### Extracted material
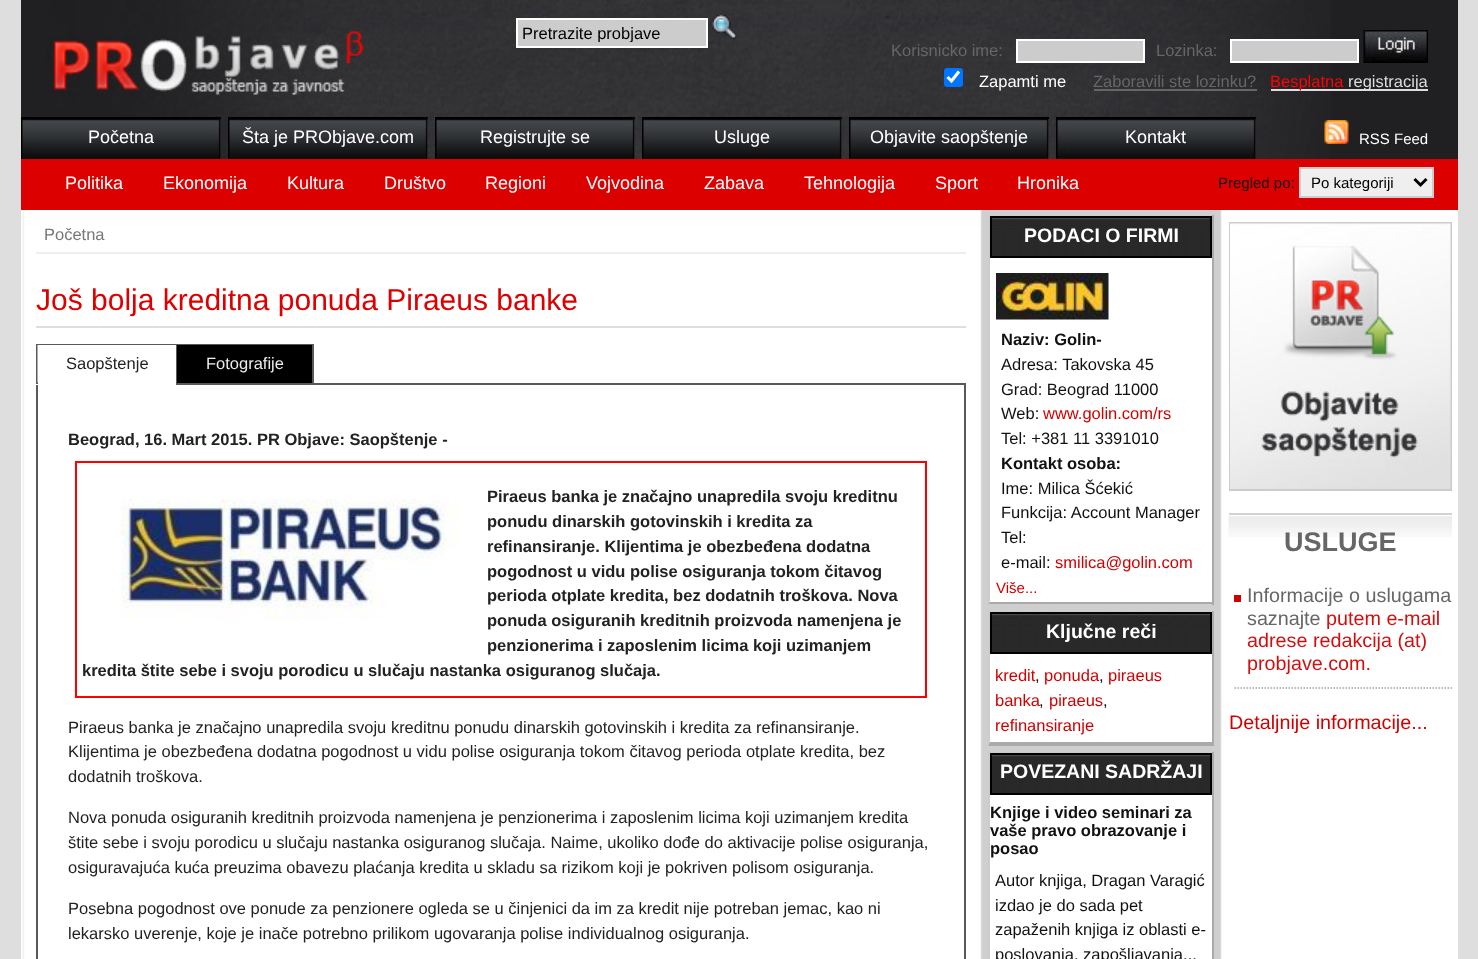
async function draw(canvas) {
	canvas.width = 1478;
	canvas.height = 959;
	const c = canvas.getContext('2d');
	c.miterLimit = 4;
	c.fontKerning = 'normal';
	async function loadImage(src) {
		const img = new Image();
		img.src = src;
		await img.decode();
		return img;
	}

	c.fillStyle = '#dedede';
	c.fillRect(0, 0, 1478, 959);
	c.fillStyle = '#fff';
	c.fillRect(21, 210, 1437, 749);
	c.drawImage(await loadImage('img1.png'), 22, 210, 1200, 749);
	c.fillStyle = '#202022';
	c.fillRect(21, 0, 1437, 159);
	c.drawImage(await loadImage('img2.png'), 45, 0, 1286, 159);
	c.fillStyle = '#ccc';
	c.beginPath();
	c.rect(517, 19, 190, 28);
	c.fill();
	c.strokeStyle = '#fff';
	c.lineWidth = 2;
	c.stroke();
	c.save();
	c.beginPath();
	c.rect(522, 24, 180, 18);
	c.clip();
	c.font = '16.5px Liberation Sans';
	c.fillStyle = '#000';
	c.fillText('Pretrazite probjave', 522, 39);
	c.restore();
	c.drawImage(await loadImage('img3.png'), 712, 15, 25, 24);
	c.drawImage(await loadImage('img4.png'), 21, 119, 200, 40);
	c.fillStyle = '#000';
	c.fillRect(21, 117, 200, 2);
	c.font = '18px Liberation Sans';
	c.fillStyle = '#fff';
	c.fillText('Početna', 88, 143);
	c.drawImage(await loadImage('img5.png'), 228, 119, 200, 40);
	c.fillStyle = '#000';
	c.fillRect(228, 117, 200, 2);
	c.fillStyle = '#fff';
	c.fillText('Šta je PRObjave.com', 242, 143);
	c.drawImage(await loadImage('img6.png'), 435, 119, 200, 40);
	c.fillStyle = '#000';
	c.fillRect(435, 117, 200, 2);
	c.fillStyle = '#fff';
	c.fillText('Registrujte se', 480, 143);
	c.drawImage(await loadImage('img7.png'), 642, 119, 200, 40);
	c.fillStyle = '#000';
	c.fillRect(642, 117, 200, 2);
	c.fillStyle = '#fff';
	c.fillText('Usluge', 714, 143);
	c.drawImage(await loadImage('img8.png'), 849, 119, 200, 40);
	c.fillStyle = '#000';
	c.fillRect(849, 117, 200, 2);
	c.fillStyle = '#fff';
	c.fillText('Objavite saopštenje', 870, 143);
	c.drawImage(await loadImage('img9.png'), 1056, 119, 200, 40);
	c.fillStyle = '#000';
	c.fillRect(1056, 117, 200, 2);
	c.fillStyle = '#fff';
	c.fillText('Kontakt', 1125, 143);
	c.fillStyle = '#d00';
	c.fillRect(21, 159, 1437, 51);
	c.fillStyle = '#fff';
	for (const [text, x, y] of [
		['Politika', 65, 189],
		['Ekonomija', 163, 189],
		['Kultura', 287, 189],
		['Društvo', 384, 189],
		['Regioni', 485, 189],
		['Vojvodina', 586, 189],
		['Zabava', 704, 189],
		['Tehnologija', 804, 189],
		['Sport', 935, 189],
		['Hronika', 1017, 189],
	]) {
		c.fillText(text, x, y);
	}
	c.font = '15px Liberation Sans';
	c.fillStyle = '#111';
	c.fillText('Pregled po:', 1218, 188);
	c.fillStyle = '#efefef';
	c.beginPath();
	c.rect(1300, 168, 133, 29);
	c.fill();
	c.strokeStyle = '#ccc';
	c.stroke();
	c.beginPath();
	c.moveTo(1414.5, 179);
	c.lineTo(1420.5, 185);
	c.lineTo(1426.5, 179);
	c.strokeStyle = '#000';
	c.lineWidth = 3;
	c.stroke();
	c.fillStyle = '#000';
	c.fillText('Po kategoriji', 1311, 188);
	c.font = '16.5px Liberation Sans';
	c.fillStyle = '#666';
	c.fillText('Korisnicko ime:', 891, 56);
	c.fillStyle = '#ccc';
	c.beginPath();
	c.rect(1017, 40, 127, 22);
	c.fill();
	c.strokeStyle = '#fff';
	c.lineWidth = 2;
	c.stroke();
	c.fillStyle = '#666';
	c.fillText('Lozinka:', 1156, 56);
	c.fillStyle = '#ccc';
	c.beginPath();
	c.rect(1231, 40, 127, 22);
	c.fill();
	c.stroke();
	c.drawImage(await loadImage('img10.png'), 1363, 30, 65, 33);
	c.fillStyle = '#0075ff';
	c.beginPath();
	c.roundRect(944, 68, 19, 19, 3);
	c.fill();
	c.beginPath();
	c.moveTo(947.5, 77);
	c.lineTo(951.5, 81);
	c.lineTo(959, 71.5);
	c.lineWidth = 3.1;
	c.stroke();
	c.fillStyle = '#fff';
	c.fillText('Zapamti me', 979, 87);
	c.fillStyle = '#666';
	c.fillText('Zaboravili ste lozinku?', 1093, 87);
	c.fillRect(1094, 89, 163, 2);
	c.fillStyle = '#ddd';
	c.fillRect(1271, 89, 157, 2);
	c.fillStyle = '#f00';
	c.fillText('Besplatna', 1270, 87);
	c.fillStyle = '#ddd';
	c.fillText('registracija', 1348, 87);
	c.drawImage(await loadImage('img11.png'), 1324, 120, 25, 24);
	c.font = '15px Liberation Sans';
	c.fillStyle = '#fff';
	c.fillText('RSS Feed', 1359, 144);
	c.fillStyle = '#eee';
	c.fillRect(36, 252, 930, 2);
	c.font = '16.5px Liberation Sans';
	c.fillStyle = '#777';
	c.fillText('Početna', 44, 240);
	c.fillStyle = '#dedede';
	c.fillRect(36, 326, 930, 2);
	c.font = '30px Liberation Sans';
	c.fillStyle = '#d00';
	c.fillText('Još bolja kreditna ponuda Piraeus banke', 36, 310);
	c.strokeStyle = '#595959';
	c.lineWidth = 2;
	c.strokeRect(37, 384, 928, 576);
	for (const [x, y, w, h, color] of [
		[312, 344, 2, 40, '#595959'],
		[36, 344, 276, 1, '#595959'],
		[36, 383, 140, 2, '#fff'],
		[36, 344, 2, 40, '#595959'],
	]) {
		c.fillStyle = color;
		c.fillRect(x, y, w, h);
	}
	c.drawImage(await loadImage('img12.png'), 37, 345, 1, 38);
	c.font = '16.5px Liberation Sans';
	c.fillStyle = '#222';
	c.fillText('Saopštenje', 66, 369);
	c.fillStyle = '#595959';
	c.fillRect(176, 344, 2, 40);
	c.fillStyle = '#000';
	c.fillRect(177, 345, 135, 38);
	c.fillStyle = '#ebebeb';
	c.fillText('Fotografije', 206, 369);
	c.font = 'bold 16.5px Liberation Sans';
	c.fillStyle = '#222';
	c.fillText('Beograd, 16. Mart 2015. PR Objave: Saopštenje -', 68, 445);
	c.strokeStyle = '#f00';
	c.strokeRect(76, 462, 850, 235);
	for (const [text, x, y] of [
		['Piraeus banka je značajno unapredila svoju kreditnu', 487, 502],
		['ponudu dinarskih gotovinskih i kredita za', 487, 527],
		['refinansiranje. Klijentima je obezbeđena dodatna', 487, 552],
		['pogodnost u vidu polise osiguranja tokom čitavog', 487, 577],
		['perioda otplate kredita, bez dodatnih troškova. Nova', 487, 601],
		['ponuda osiguranih kreditnih proizvoda namenjena je', 487, 626],
		['penzionerima i zaposlenim licima koji uzimanjem', 487, 651],
		['kredita štite sebe i svoju porodicu u slučaju nastanka osiguranog slučaja.', 82, 676],
	]) {
		c.fillText(text, x, y);
	}
	c.drawImage(await loadImage('img13.png'), 120, 499, 338, 121);
	c.font = '16.5px Liberation Sans';
	for (const [text, x, y] of [
		['Piraeus banka je značajno unapredila svoju kreditnu ponudu dinarskih gotovinskih i kredita za refinansiranje.', 68, 733],
		['Klijentima je obezbeđena dodatna pogodnost u vidu polise osiguranja tokom čitavog perioda otplate kredita, bez', 68, 757],
		['dodatnih troškova.', 68, 782],
		['Nova ponuda osiguranih kreditnih proizvoda namenjena je penzionerima i zaposlenim licima koji uzimanjem kredita', 68, 823],
		['štite sebe i svoju porodicu u slučaju nastanka osiguranog slučaja. Naime, ukoliko dođe do aktivacije polise osiguranja,', 68, 848],
		['osiguravajuća kuća preuzima obavezu plaćanja kredita u skladu sa rizikom koji je pokriven polisom osiguranja.', 68, 873],
		['Posebna pogodnost ove ponude za penzionere ogleda se u činjenici da im za kredit nije potreban jemac, kao ni', 68, 914],
		['lekarsko uverenje, koje je inače potrebno prilikom ugovaranja polise individualnog osiguranja.', 68, 939],
	]) {
		c.fillText(text, x, y);
	}
	for (const [x, y, w, h, color] of [
		[990, 258, 222, 344, '#fff'],
		[989, 215, 225, 1, '#ccc'],
		[1212, 215, 2, 390, '#aaa'],
	]) {
		c.fillStyle = color;
		c.fillRect(x, y, w, h);
	}
	c.beginPath();
	c.moveTo(1214, 604);
	c.lineTo(988, 604);
	c.lineTo(990, 602);
	c.lineTo(1212, 602);
	c.closePath();
	c.fill();
	c.fillStyle = '#ccc';
	c.beginPath();
	c.moveTo(988, 604);
	c.lineTo(988, 214);
	c.lineTo(990, 216);
	c.lineTo(990, 602);
	c.closePath();
	c.fill();
	c.drawImage(await loadImage('img14.png'), 992, 218, 218, 38);
	c.strokeStyle = '#000';
	c.strokeRect(991, 217, 220, 40);
	c.font = 'bold 19.5px Liberation Sans';
	c.fillStyle = '#fff';
	c.fillText('PODACI O FIRMI', 1024, 242);
	c.drawImage(await loadImage('img15.png'), 996, 273, 113, 47);
	c.font = 'bold 16.5px Liberation Sans';
	c.fillStyle = '#111';
	c.fillText('Naziv: Golin-', 1001, 345);
	c.font = '16.5px Liberation Sans';
	for (const [text, x, y] of [
		['Adresa: Takovska 45', 1001, 370],
		['Grad: Beograd 11000', 1001, 395],
		['Web:', 1001, 419],
	]) {
		c.fillText(text, x, y);
	}
	c.fillStyle = '#d10000';
	c.fillText('www.golin.com/rs', 1043, 419);
	c.fillStyle = '#111';
	c.fillText('Tel: +381 11 3391010', 1001, 444);
	c.font = 'bold 16.5px Liberation Sans';
	c.fillText('Kontakt osoba:', 1001, 469);
	c.font = '16.5px Liberation Sans';
	for (const [text, x, y] of [
		['Ime: Milica Šćekić', 1001, 494],
		['Funkcija: Account Manager', 1001, 518],
		['Tel:', 1001, 543],
		['e-mail:', 1001, 568],
	]) {
		c.fillText(text, x, y);
	}
	c.fillStyle = '#d10000';
	c.fillText('smilica@golin.com', 1055, 568);
	c.font = '15px Liberation Sans';
	c.fillText('Više...', 996, 593);
	for (const [x, y, w, h, color] of [
		[990, 654, 222, 88, '#fff'],
		[989, 611, 225, 1, '#ccc'],
		[1212, 611, 2, 135, '#aaa'],
	]) {
		c.fillStyle = color;
		c.fillRect(x, y, w, h);
	}
	c.beginPath();
	c.moveTo(1214, 746);
	c.lineTo(988, 746);
	c.lineTo(990, 742);
	c.lineTo(1212, 742);
	c.closePath();
	c.fill();
	c.fillStyle = '#ccc';
	c.beginPath();
	c.moveTo(988, 746);
	c.lineTo(988, 610);
	c.lineTo(990, 612);
	c.lineTo(990, 742);
	c.closePath();
	c.fill();
	c.drawImage(await loadImage('img16.png'), 992, 614, 218, 38);
	c.strokeRect(991, 613, 220, 40);
	c.font = 'bold 19.5px Liberation Sans';
	c.fillStyle = '#fff';
	c.fillText('Ključne reči', 1046, 638);
	c.font = '16.5px Liberation Sans';
	c.fillStyle = '#d10000';
	c.fillText('kredit', 995, 681);
	c.fillStyle = '#111';
	c.fillText(',', 1035, 681);
	c.fillStyle = '#d10000';
	c.fillText('ponuda', 1044, 681);
	c.fillStyle = '#111';
	c.fillText(',', 1099, 681);
	c.fillStyle = '#d10000';
	c.fillText('piraeus', 1108, 681);
	c.fillText('banka', 995, 706);
	c.fillStyle = '#111';
	c.fillText(',', 1039, 706);
	c.fillStyle = '#d10000';
	c.fillText('piraeus', 1049, 706);
	c.fillStyle = '#111';
	c.fillText(',', 1103, 706);
	c.fillStyle = '#d10000';
	c.fillText('refinansiranje', 995, 731);
	for (const [x, y, w, h, color] of [
		[990, 795, 222, 164, '#fff'],
		[989, 752, 225, 1, '#ccc'],
		[1212, 752, 2, 207, '#aaa'],
	]) {
		c.fillStyle = color;
		c.fillRect(x, y, w, h);
	}
	c.fillStyle = '#ccc';
	c.beginPath();
	c.moveTo(988, 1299);
	c.lineTo(988, 752);
	c.lineTo(990, 753);
	c.lineTo(990, 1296);
	c.closePath();
	c.fill();
	c.drawImage(await loadImage('img17.png'), 992, 755, 218, 38);
	c.strokeRect(991, 754, 220, 40);
	c.font = 'bold 19.5px Liberation Sans';
	c.fillStyle = '#fff';
	c.fillText('POVEZANI SADRŽAJI', 1000, 778);
	c.font = 'bold 16.5px Liberation Sans';
	c.fillStyle = '#111';
	for (const [text, x, y] of [
		['Knjige i video seminari za', 990, 818],
		['vaše pravo obrazovanje i', 990, 836],
		['posao', 990, 854],
	]) {
		c.fillText(text, x, y);
	}
	c.font = '16.5px Liberation Sans';
	for (const [text, x, y] of [
		['Autor knjiga, Dragan Varagić', 995, 886],
		['izdao je do sada pet', 995, 911],
		['zapaženih knjiga iz oblasti e-', 995, 935],
		['poslovanja, zapošljavanja...', 995, 960],
	]) {
		c.fillText(text, x, y);
	}
	c.strokeStyle = '#ccc';
	c.strokeRect(1230, 223, 221, 267);
	c.drawImage(await loadImage('img18.png'), 1230, 223, 221, 266);
	c.drawImage(await loadImage('img19.png'), 1228, 516, 224, 21);
	c.fillStyle = '#d2d2d2';
	c.fillRect(1229, 513, 223, 2);
	c.font = 'bold 27px Liberation Sans';
	c.fillStyle = '#666';
	c.fillText('USLUGE', 1284, 551);
	c.fillStyle = '#d00000';
	c.fillRect(1234, 595, 7, 7);
	c.beginPath();
	c.moveTo(1234.5, 688);
	c.lineTo(1452, 688);
	c.strokeStyle = '#a4a4a4';
	c.lineWidth = 1.5;
	c.setLineDash([1.5, 1.5]);
	c.stroke();
	c.font = '19.75px Liberation Sans';
	c.fillStyle = '#666';
	c.fillText('Informacije o uslugama', 1247, 602);
	c.fillText('saznajte', 1247, 625);
	c.fillStyle = '#d20f0f';
	for (const [text, x, y] of [
		['putem e-mail', 1326, 625],
		['adrese redakcija (at)', 1247, 647],
		['probjave.com.', 1247, 670],
	]) {
		c.fillText(text, x, y);
	}
	c.fillStyle = '#d10000';
	c.fillText('Detaljnije informacije...', 1229, 729);
}

draw(document.querySelector('canvas'));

### Exercise details
Pull together all lines from the data that mention the word "ponuda".

### Result of the exercise
	c.fillText('Još bolja kreditna ponuda Piraeus banke', 36, 310);
		['ponuda osiguranih kreditnih proizvoda namenjena je', 487, 626],
		['Nova ponuda osiguranih kreditnih proizvoda namenjena je penzionerima i zaposlenim licima koji uzimanjem kredita', 68, 823],
	c.fillText('ponuda', 1044, 681);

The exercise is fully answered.